Temuan itu mengubah pandangan arkeolog dunia tentang Indonesia. "Dengan temuan itu para ahli mulai melihat wilayah kita sebuah potensi yang sangat besar di bidang lukisan gua," kata arkeolog Hary Truman Simanjuntak.
Baca: Gambar Cadas tertua di Sulawesi, Bineka di Dinding Gua
Shinatria mengungkapkan, penemuan liontin dari tulang hewan membuktikan bahwa "manusia yang tinggal di gua-gua di Sulawesi saat itu sudah punya daya seni tinggi."

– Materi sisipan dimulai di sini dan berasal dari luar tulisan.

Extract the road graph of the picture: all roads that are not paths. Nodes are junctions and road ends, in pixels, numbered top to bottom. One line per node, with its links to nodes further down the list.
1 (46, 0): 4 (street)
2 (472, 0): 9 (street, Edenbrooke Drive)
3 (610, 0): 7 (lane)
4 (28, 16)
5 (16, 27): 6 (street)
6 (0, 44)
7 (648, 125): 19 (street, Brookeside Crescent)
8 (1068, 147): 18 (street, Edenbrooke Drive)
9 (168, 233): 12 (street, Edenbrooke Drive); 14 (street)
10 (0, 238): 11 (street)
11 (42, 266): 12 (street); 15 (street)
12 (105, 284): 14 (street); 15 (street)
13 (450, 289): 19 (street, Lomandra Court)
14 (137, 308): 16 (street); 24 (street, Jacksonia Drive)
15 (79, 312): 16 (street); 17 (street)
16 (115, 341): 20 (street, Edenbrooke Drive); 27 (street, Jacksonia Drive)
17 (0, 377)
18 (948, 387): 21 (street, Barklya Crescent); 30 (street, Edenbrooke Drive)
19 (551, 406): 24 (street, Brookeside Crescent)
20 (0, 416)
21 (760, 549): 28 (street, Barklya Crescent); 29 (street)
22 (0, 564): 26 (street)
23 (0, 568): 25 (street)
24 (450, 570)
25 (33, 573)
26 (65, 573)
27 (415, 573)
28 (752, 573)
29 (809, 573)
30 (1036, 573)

"Temuan ini menunjukkan bahwa tradisi bersolek sebagai salah satu bentuk berkesenian telah berkembang puluhan ribu tahun," imbuh Iwan Sumantri, arkeolog Universitas Hasanuddin.
"Tradisi bersolek itu malah mungkin lebih tua dari tradisi membuat lukisan gua," lanjutnya Iwan yang bersama Shinatria juga terlibat riset.
Selain menjadi petunjuk kecerdasan seni, temuan ini juga bermanfaat untuk mengurai kisah migrasi manusia dari Asia timur melewati nusantara ke Australia.
Sulawesi diduga menjadi salah satu titik yang dilewati. "Tapi sampai sekarang, kita belum menemukan fosil manusia. Kita baru menemukan jejak peradabannya," kata Shinatria.
Dengan mengetahui tingkat kemajuan peradabannya, ilmuwan bisa memperkirakan kemampuan manusia saat itu sehingga bisa menguraikan bagaimana mereka bermigrasi.
Di sisi lain, penemuan ini menunjukkan kekayaan arkeologi kawasan karst. Kekayaan itu tak hanya tersimpan di Maros tetapi bahkan juga di karst jawa, seperti Gunung Sewu.
"Karst menyimpan sejarah peradaban kita," kata Shinatria. Itu menambah satu alasan lagi tentang mengapa karst harus dilindungi.